Günümüzde insanoğlu bütün gelişme ve bilimsel ilerlemelere rağmen mutlu değildir. Kederlidir, endişelidir, tatminsizlik içindedir. Ya olanlar karşısında ilgisiz bir kişisel yaşam sürmektedir ya da karmakarışık bir zihin ve ruh hali ile karşılaştığı yaşam olaylarını çözümleyememenin boğuntusunu yaşamaktadır.
Genel bir yaşam görüşü, kaliteli bir sentezi, açık-seçik bilgisi yoktur. Bir insanda samimiyet, içtenlik, saflık bulunmazsa yani iç varlığına ait bilgiden yoksunsa, ruhsal yönden çok cılızlaşmışsa durum kötüye gidiyor demektir.

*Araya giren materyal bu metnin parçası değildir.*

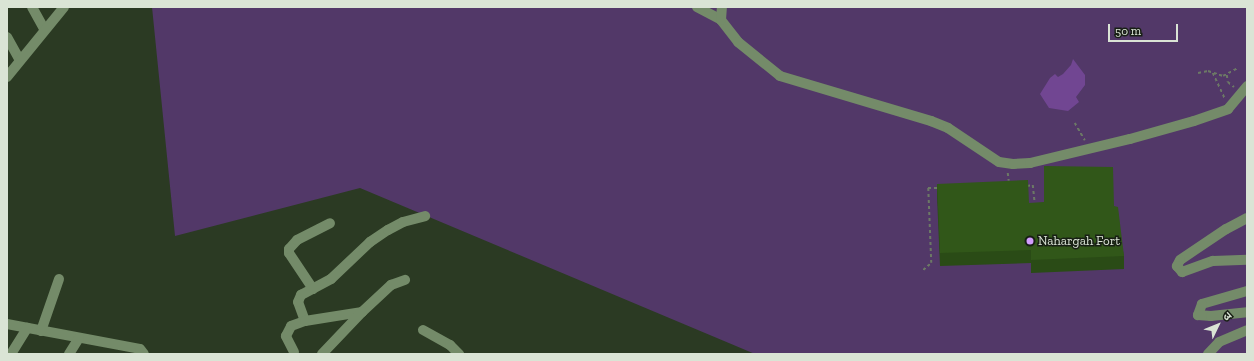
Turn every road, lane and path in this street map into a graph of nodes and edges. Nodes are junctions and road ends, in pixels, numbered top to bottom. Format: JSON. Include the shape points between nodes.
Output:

Bir toplumun elinden fazilet, erdem ve ahlakı alırsanız o toplum çökmeye mahkûm olur.
Samimiyetin ve güvenin gerçek ruhsallık olduğunu bilmemize rağmen yaşamın günlük akışı arasında, bu gerçekliği uygulayabilmek için hayli güçlü olmak gerektiğini de gözden uzak tutmamak gerekir. Hakikati bilmek kadar, izinde yürümek de zordur, hatta çok zordur.
Hepimiz bu dünyanın insanıyız ve elimizdeki işleri boşlamayı ya da kestirme yoldan zengin olmayı, köşe dönmeyi ön plana aldığımızda, yasalar, kurallar ve vicdan sesi sustuğunda, yukarıda anlatılanlar olur ve yozlaşma her geçen gün derinleşir. Nereye kadar? Toplum vicdanı harekete geçip, bireyler tek tek önce vicdanlarında  ‘dur’  deyinceye kadar da sürer.
Aslında her yıkımın, her yozlaşmanın bir yeniliğin ve iyiliğin de habercisi olduğu gerçeğini unutmadan yaşamakta çok yarar var. Aksi takdirde dünyada her şeyin hiç durmadan kötüye gittiği duygusuna kapılır, kendi psikolojik sağlığımızı ve yaşam kalitemizi de bozarız. Her gecenin bir sabahı mutlaka vardır. Ne gece ne de gündüz sürekli kalabilir…
‘Hikmet ancak Hikmeti bilenlerle beraber büyür’  diye bir söz vardır. Şu yaşlı gezegenin, çilekeş varlıklarının yasalara olan dik başlılığı ve ben merkeziyetçiliği ne zaman durulursa, sözü edilen aksaklıklar da o zaman düzelir. Huzur, ahenk, denge ve gerçek bilgiye kavuşuruz… Ve uyanış, ayağa kalkış başlar.
Uyanışın tüm sıkıntılarını dünya olarak hep birlikte yaşıyoruz.